__THE PROBLEM__: Reproduce the records below exactly as they are written.

[Records contained in a dataset]

=-=-=-=-=

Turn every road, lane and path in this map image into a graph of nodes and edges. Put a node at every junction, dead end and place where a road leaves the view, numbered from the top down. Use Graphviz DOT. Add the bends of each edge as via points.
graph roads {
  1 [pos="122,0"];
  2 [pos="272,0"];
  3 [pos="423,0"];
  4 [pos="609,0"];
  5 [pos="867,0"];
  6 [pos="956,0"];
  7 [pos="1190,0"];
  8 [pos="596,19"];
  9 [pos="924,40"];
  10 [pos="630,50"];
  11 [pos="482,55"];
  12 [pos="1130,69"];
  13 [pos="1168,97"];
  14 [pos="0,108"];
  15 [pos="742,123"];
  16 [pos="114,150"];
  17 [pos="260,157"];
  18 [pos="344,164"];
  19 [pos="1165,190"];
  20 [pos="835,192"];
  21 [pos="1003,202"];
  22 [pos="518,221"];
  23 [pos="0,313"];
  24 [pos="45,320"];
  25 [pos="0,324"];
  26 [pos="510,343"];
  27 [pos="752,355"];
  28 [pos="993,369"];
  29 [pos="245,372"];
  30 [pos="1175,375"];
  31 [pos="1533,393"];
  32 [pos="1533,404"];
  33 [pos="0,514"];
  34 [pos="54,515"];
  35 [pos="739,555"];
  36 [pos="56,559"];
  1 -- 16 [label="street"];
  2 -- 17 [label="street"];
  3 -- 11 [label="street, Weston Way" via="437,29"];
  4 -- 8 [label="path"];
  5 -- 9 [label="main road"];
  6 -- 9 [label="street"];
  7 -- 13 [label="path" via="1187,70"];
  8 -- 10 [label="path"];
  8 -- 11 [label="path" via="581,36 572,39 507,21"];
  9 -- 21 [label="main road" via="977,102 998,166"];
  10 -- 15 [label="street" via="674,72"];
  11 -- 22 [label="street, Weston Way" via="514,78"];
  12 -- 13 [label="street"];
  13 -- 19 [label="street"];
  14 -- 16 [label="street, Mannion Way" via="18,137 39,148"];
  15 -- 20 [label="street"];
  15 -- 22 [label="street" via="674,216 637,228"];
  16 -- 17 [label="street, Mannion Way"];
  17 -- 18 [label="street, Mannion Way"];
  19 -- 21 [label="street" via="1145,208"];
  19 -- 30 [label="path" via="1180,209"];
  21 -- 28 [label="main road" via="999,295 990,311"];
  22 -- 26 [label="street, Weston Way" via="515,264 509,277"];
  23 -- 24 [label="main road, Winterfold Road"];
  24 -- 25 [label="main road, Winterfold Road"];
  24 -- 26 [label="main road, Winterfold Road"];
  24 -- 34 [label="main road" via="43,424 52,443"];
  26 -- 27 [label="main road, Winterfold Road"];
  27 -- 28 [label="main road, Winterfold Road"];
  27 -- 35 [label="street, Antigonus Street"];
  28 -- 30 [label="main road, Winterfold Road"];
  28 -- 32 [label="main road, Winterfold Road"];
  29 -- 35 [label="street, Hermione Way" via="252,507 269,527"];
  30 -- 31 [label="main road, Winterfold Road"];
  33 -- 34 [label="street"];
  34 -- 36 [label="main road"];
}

=-=-=-=-=

__WORKED SOLUTION__:
Turn every road, lane and path in this map image into a graph of nodes and edges. Put a node at every junction, dead end and place where a road leaves the view, numbered from the top down. Use Graphviz DOT. Add the bends of each edge as via points.
graph roads {
  1 [pos="122,0"];
  2 [pos="272,0"];
  3 [pos="423,0"];
  4 [pos="609,0"];
  5 [pos="867,0"];
  6 [pos="956,0"];
  7 [pos="1190,0"];
  8 [pos="596,19"];
  9 [pos="924,40"];
  10 [pos="630,50"];
  11 [pos="482,55"];
  12 [pos="1130,69"];
  13 [pos="1168,97"];
  14 [pos="0,108"];
  15 [pos="742,123"];
  16 [pos="114,150"];
  17 [pos="260,157"];
  18 [pos="344,164"];
  19 [pos="1165,190"];
  20 [pos="835,192"];
  21 [pos="1003,202"];
  22 [pos="518,221"];
  23 [pos="0,313"];
  24 [pos="45,320"];
  25 [pos="0,324"];
  26 [pos="510,343"];
  27 [pos="752,355"];
  28 [pos="993,369"];
  29 [pos="245,372"];
  30 [pos="1175,375"];
  31 [pos="1533,393"];
  32 [pos="1533,404"];
  33 [pos="0,514"];
  34 [pos="54,515"];
  35 [pos="739,555"];
  36 [pos="56,559"];
  1 -- 16 [label="street"];
  2 -- 17 [label="street"];
  3 -- 11 [label="street, Weston Way" via="437,29"];
  4 -- 8 [label="path"];
  5 -- 9 [label="main road"];
  6 -- 9 [label="street"];
  7 -- 13 [label="path" via="1187,70"];
  8 -- 10 [label="path"];
  8 -- 11 [label="path" via="581,36 572,39 507,21"];
  9 -- 21 [label="main road" via="977,102 998,166"];
  10 -- 15 [label="street" via="674,72"];
  11 -- 22 [label="street, Weston Way" via="514,78"];
  12 -- 13 [label="street"];
  13 -- 19 [label="street"];
  14 -- 16 [label="street, Mannion Way" via="18,137 39,148"];
  15 -- 20 [label="street"];
  15 -- 22 [label="street" via="674,216 637,228"];
  16 -- 17 [label="street, Mannion Way"];
  17 -- 18 [label="street, Mannion Way"];
  19 -- 21 [label="street" via="1145,208"];
  19 -- 30 [label="path" via="1180,209"];
  21 -- 28 [label="main road" via="999,295 990,311"];
  22 -- 26 [label="street, Weston Way" via="515,264 509,277"];
  23 -- 24 [label="main road, Winterfold Road"];
  24 -- 25 [label="main road, Winterfold Road"];
  24 -- 26 [label="main road, Winterfold Road"];
  24 -- 34 [label="main road" via="43,424 52,443"];
  26 -- 27 [label="main road, Winterfold Road"];
  27 -- 28 [label="main road, Winterfold Road"];
  27 -- 35 [label="street, Antigonus Street"];
  28 -- 30 [label="main road, Winterfold Road"];
  28 -- 32 [label="main road, Winterfold Road"];
  29 -- 35 [label="street, Hermione Way" via="252,507 269,527"];
  30 -- 31 [label="main road, Winterfold Road"];
  33 -- 34 [label="street"];
  34 -- 36 [label="main road"];
}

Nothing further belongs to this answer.